Although the Village, in effect, concedes that the Supreme Court's award to Executive of $159,596 substantially exceeded its advance payment of $61,044, it correctly points out that Executive was unsuccessful as to the bulk of its claims for compensation and received an award of 16.4% of the $973,000 it sought. Contrary to the Village's assertion, since Executive's attorneys were compensated on a contingent basis, their fees were perforce proportionate to their success. Accordingly, the portion of the additional allowance awarded to Executive representing their fees should not be disturbed (see Matter of City of Long Beach v Sun NLF L.P., 146 AD3d at 777). Furthermore, under the circumstances, the court providently exercised its discretion in awarding Executive that portion of its attorneys' contingent fee which was based upon the award of prejudgment interest (see Adventurers Whitestone Corp. v City of New York, 65 NY2d 83, 85 [1985]).

However, the same does not hold as to the portion of the additional allowance compensating Executive for its appraiser's fees. In permitting a court to award fees and costs in condemnation cases to "ameliorate the condemnee's costs in cases it considers appropriate" (Hakes v State of New York, 81 NY2d at 398), EDPL 701 "vests the trial court with discretion, in order to limit both the incentive for frivolous litigation and the cost of acquiring land through eminent domain" (Hakes v State of New York, 81 NY2d at 397; see Matter of Village of Port Chester [Bologna], 137 AD3d 802, 803 [2016]; Matter of Town of Islip v Sikora, 220 AD2d at 436). Here, the Supreme Court awarded Executive compensation for its fixtures of only $159,596, only 16.4% of the $973,000 it claimed based upon its appraisal.
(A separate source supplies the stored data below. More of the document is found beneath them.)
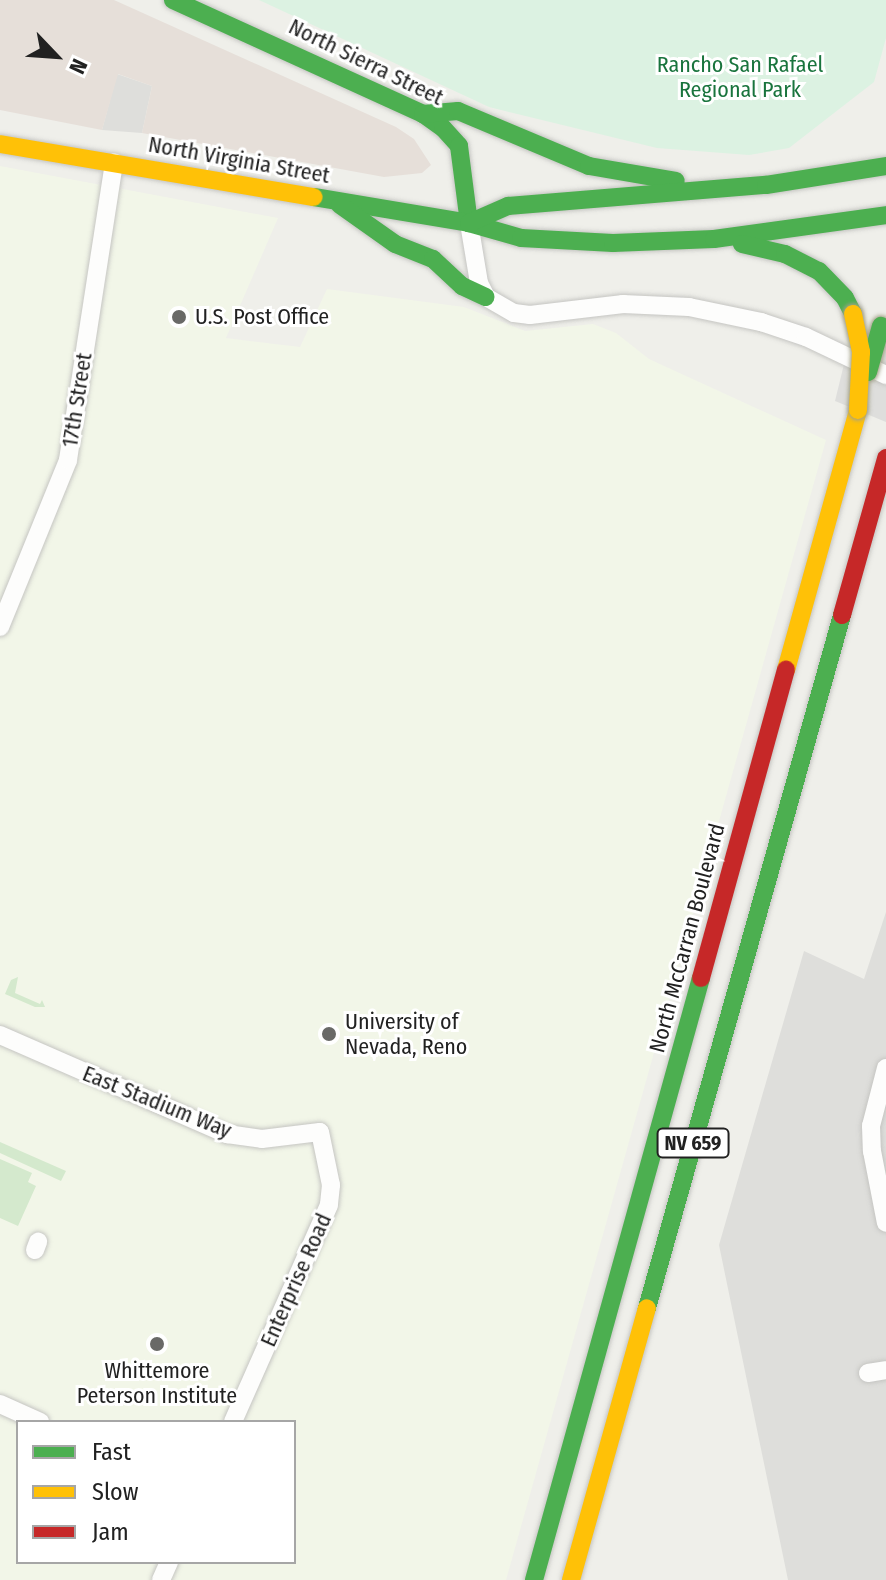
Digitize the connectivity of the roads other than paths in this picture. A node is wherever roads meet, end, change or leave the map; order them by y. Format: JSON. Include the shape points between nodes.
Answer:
{"nodes":[{"id":1,"x":173,"y":0,"type":"edge"},
{"id":2,"x":423,"y":114,"type":"junction"},
{"id":3,"x":0,"y":144,"type":"edge"},
{"id":4,"x":114,"y":163,"type":"junction"},
{"id":5,"x":886,"y":166,"type":"edge"},
{"id":6,"x":720,"y":189,"type":"junction"},
{"id":7,"x":336,"y":202,"type":"junction"},
{"id":8,"x":886,"y":215,"type":"edge"},
{"id":9,"x":469,"y":223,"type":"junction"},
{"id":10,"x":714,"y":239,"type":"junction"},
{"id":11,"x":486,"y":297,"type":"junction"},
{"id":12,"x":884,"y":317,"type":"edge"},
{"id":13,"x":886,"y":375,"type":"edge"},
{"id":14,"x":858,"y":410,"type":"junction"},
{"id":15,"x":886,"y":458,"type":"edge"},
{"id":16,"x":0,"y":627,"type":"edge"},
{"id":17,"x":0,"y":1035,"type":"edge"},
{"id":18,"x":886,"y":1068,"type":"edge"},
{"id":19,"x":320,"y":1132,"type":"joint"},
{"id":20,"x":886,"y":1223,"type":"edge"},
{"id":21,"x":0,"y":1404,"type":"edge"},
{"id":22,"x":36,"y":1420,"type":"edge"},
{"id":23,"x":234,"y":1420,"type":"edge"},
{"id":24,"x":534,"y":1580,"type":"edge"},
{"id":25,"x":571,"y":1580,"type":"edge"}],
"edges":[{"from":1,"to":2,"type":"main road","name":"North Sierra Street"},
{"from":2,"to":6,"type":"main road","via":[[458,111],[589,166]]},
{"from":2,"to":9,"type":"main road","name":"North Sierra Street","via":[[459,146]]},
{"from":3,"to":4,"type":"main road","name":"North Virginia Street"},
{"from":4,"to":7,"type":"main road","name":"North Virginia Street"},
{"from":4,"to":16,"type":"street","name":"17th Street","via":[[68,460]]},
{"from":5,"to":6,"type":"main road"},
{"from":6,"to":9,"type":"main road","via":[[508,206]]},
{"from":7,"to":9,"type":"main road","name":"North Virginia Street"},
{"from":7,"to":11,"type":"main road"},
{"from":8,"to":10,"type":"main road","name":"North Virginia Street"},
{"from":9,"to":10,"type":"main road","name":"North Virginia Street","via":[[505,236],[551,240]]},
{"from":9,"to":11,"type":"street","via":[[475,273]]},
{"from":10,"to":14,"type":"main road","bridge":true,"via":[[802,260],[833,284],[853,314],[861,352]]},
{"from":11,"to":13,"type":"street","via":[[506,310],[530,315],[623,304],[725,314],[806,337]]},
{"from":12,"to":14,"type":"main road","name":"North McCarran Boulevard","number":"NV 659","bridge":true},
{"from":14,"to":24,"type":"main road","name":"North McCarran Boulevard","number":"NV 659"},
{"from":15,"to":25,"type":"main road","number":"NV 659"},
{"from":17,"to":19,"type":"street","name":"East Stadium Way","via":[[227,1134],[262,1139]]},
{"from":18,"to":20,"type":"street","via":[[871,1126]]},
{"from":19,"to":23,"type":"street","name":"Enterprise Road","via":[[331,1185],[326,1215]]},
{"from":21,"to":22,"type":"street"}]}
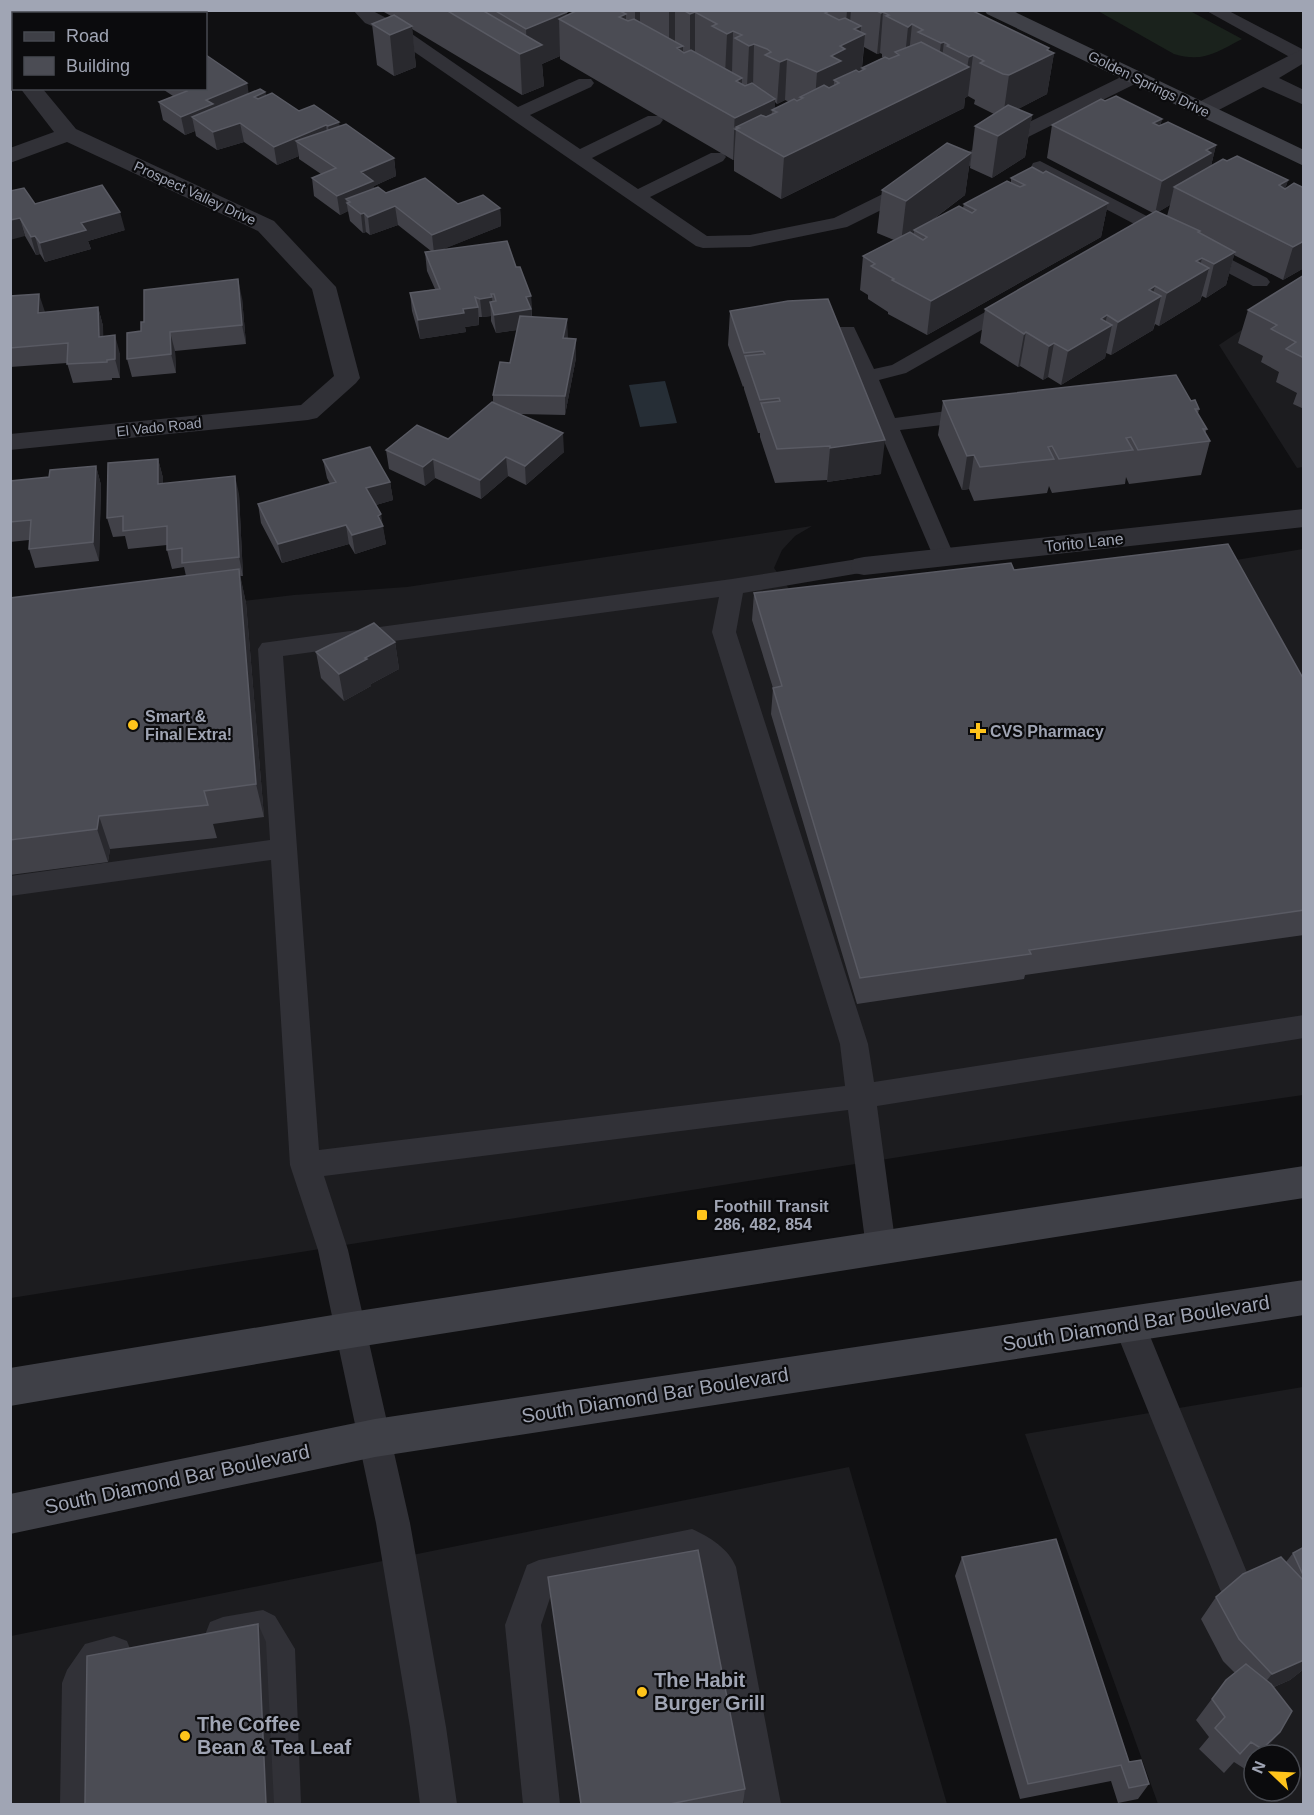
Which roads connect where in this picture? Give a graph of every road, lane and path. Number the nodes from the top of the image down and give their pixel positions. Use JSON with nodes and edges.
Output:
{"nodes":[{"id":1,"x":361,"y":10,"type":"edge"},
{"id":2,"x":994,"y":10,"type":"edge"},
{"id":3,"x":1213,"y":10,"type":"edge"},
{"id":4,"x":1302,"y":55,"type":"edge"},
{"id":5,"x":1135,"y":77,"type":"junction"},
{"id":6,"x":1263,"y":79,"type":"junction"},
{"id":7,"x":585,"y":83,"type":"edge"},
{"id":8,"x":32,"y":90,"type":"edge"},
{"id":9,"x":1304,"y":99,"type":"edge"},
{"id":10,"x":1203,"y":110,"type":"junction"},
{"id":11,"x":517,"y":114,"type":"junction"},
{"id":12,"x":654,"y":120,"type":"edge"},
{"id":13,"x":68,"y":134,"type":"junction"},
{"id":14,"x":10,"y":156,"type":"edge"},
{"id":15,"x":579,"y":156,"type":"junction"},
{"id":16,"x":717,"y":158,"type":"edge"},
{"id":17,"x":1304,"y":159,"type":"edge"},
{"id":18,"x":1040,"y":167,"type":"dead end"},
{"id":19,"x":637,"y":196,"type":"junction"},
{"id":20,"x":1151,"y":225,"type":"junction"},
{"id":21,"x":1131,"y":237,"type":"edge"},
{"id":22,"x":1260,"y":282,"type":"dead end"},
{"id":23,"x":1030,"y":294,"type":"edge"},
{"id":24,"x":847,"y":331,"type":"dead end"},
{"id":25,"x":867,"y":377,"type":"junction"},
{"id":26,"x":308,"y":412,"type":"joint"},
{"id":27,"x":993,"y":412,"type":"edge"},
{"id":28,"x":888,"y":424,"type":"junction"},
{"id":29,"x":10,"y":442,"type":"edge"},
{"id":30,"x":1304,"y":518,"type":"edge"},
{"id":31,"x":944,"y":558,"type":"junction"},
{"id":32,"x":864,"y":566,"type":"joint"},
{"id":33,"x":732,"y":587,"type":"junction"},
{"id":34,"x":284,"y":848,"type":"junction"},
{"id":35,"x":10,"y":885,"type":"edge"},
{"id":36,"x":1304,"y":1026,"type":"edge"},
{"id":37,"x":861,"y":1096,"type":"junction"},
{"id":38,"x":305,"y":1165,"type":"junction"},
{"id":39,"x":1304,"y":1182,"type":"edge"},
{"id":40,"x":881,"y":1248,"type":"junction"},
{"id":41,"x":1304,"y":1297,"type":"edge"},
{"id":42,"x":1129,"y":1324,"type":"junction"},
{"id":43,"x":351,"y":1330,"type":"junction"},
{"id":44,"x":10,"y":1387,"type":"edge"},
{"id":45,"x":375,"y":1438,"type":"junction"},
{"id":46,"x":10,"y":1514,"type":"edge"},
{"id":47,"x":1238,"y":1592,"type":"edge"},
{"id":48,"x":192,"y":1641,"type":"edge"},
{"id":49,"x":145,"y":1648,"type":"edge"},
{"id":50,"x":78,"y":1804,"type":"edge"},
{"id":51,"x":283,"y":1804,"type":"edge"},
{"id":52,"x":438,"y":1804,"type":"edge"},
{"id":53,"x":541,"y":1804,"type":"edge"},
{"id":54,"x":763,"y":1804,"type":"edge"}],
"edges":[{"from":1,"to":11,"type":"lane"},
{"from":2,"to":5,"type":"main road","name":"Golden Springs Drive"},
{"from":3,"to":4,"type":"lane"},
{"from":4,"to":6,"type":"street"},
{"from":5,"to":10,"type":"main road","name":"Golden Springs Drive"},
{"from":5,"to":19,"type":"lane"},
{"from":6,"to":9,"type":"street"},
{"from":6,"to":10,"type":"street"},
{"from":7,"to":11,"type":"lane"},
{"from":8,"to":13,"type":"street","name":"Prospect Valley Drive"},
{"from":10,"to":17,"type":"main road","name":"Golden Springs Drive"},
{"from":11,"to":15,"type":"lane"},
{"from":12,"to":15,"type":"lane"},
{"from":13,"to":14,"type":"street"},
{"from":13,"to":26,"type":"street","name":"Prospect Valley Drive"},
{"from":15,"to":19,"type":"lane"},
{"from":16,"to":19,"type":"lane"},
{"from":18,"to":20,"type":"lane"},
{"from":20,"to":21,"type":"lane"},
{"from":20,"to":22,"type":"lane"},
{"from":23,"to":25,"type":"lane"},
{"from":24,"to":25,"type":"lane"},
{"from":25,"to":28,"type":"lane"},
{"from":26,"to":29,"type":"street","name":"El Vado Road"},
{"from":27,"to":28,"type":"lane"},
{"from":28,"to":31,"type":"lane"},
{"from":30,"to":31,"type":"street","name":"Torito Lane"},
{"from":31,"to":32,"type":"street","name":"Torito Lane"},
{"from":32,"to":33,"type":"lane"},
{"from":33,"to":34,"type":"lane"},
{"from":33,"to":37,"type":"lane"},
{"from":34,"to":35,"type":"lane"},
{"from":34,"to":38,"type":"lane"},
{"from":36,"to":37,"type":"lane"},
{"from":37,"to":38,"type":"lane"},
{"from":37,"to":40,"type":"lane"},
{"from":38,"to":43,"type":"lane"},
{"from":39,"to":40,"type":"main road"},
{"from":40,"to":43,"type":"main road"},
{"from":41,"to":42,"type":"main road","name":"South Diamond Bar Boulevard"},
{"from":42,"to":45,"type":"main road","name":"South Diamond Bar Boulevard"},
{"from":42,"to":47,"type":"lane"},
{"from":43,"to":44,"type":"main road"},
{"from":43,"to":45,"type":"lane"},
{"from":45,"to":46,"type":"main road","name":"South Diamond Bar Boulevard"},
{"from":45,"to":52,"type":"lane"},
{"from":48,"to":51,"type":"lane"},
{"from":49,"to":50,"type":"lane"},
{"from":53,"to":54,"type":"lane"}]}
Since Executive's appraiser was not compensated on a contingent basis, the Village is correct that much of his work did not contribute to Executive's recovery. In the exercise of discretion, we therefore reduce the portion of the additional allowance attributable to appraisal fees from $67,265 to $11,031.58 (i.e., 16.4% of the total fee) and modify the order and judgment in favor of Executive accordingly by reducing the principal sum awarded from $127,064.82 to $70,831.40.

General Municipal Law § 3-a (2) provides that the rate of interest on an award or judgment against a municipal corporation in a condemnation proceeding may not exceed 6% annually. Since Executive failed to articulate any basis why "as compared to the prevailing market rate the statutory rate is unreasonable," the Supreme Court should not have awarded postjudgment interest at the rate of 9% annually (Adventurers Whitestone Corp. v City of New York, 65 NY2d at 85; see Matter of Town of Islip v Sikora, 220 AD2d at 437; Matter of Town of Oyster Bay, 174 AD2d 676, 677-678 [1991]). We therefore further modify the order and judgment in favor of Executive accordingly. Balkin, J.P., Cohen, Miller and Duffy, JJ., concur.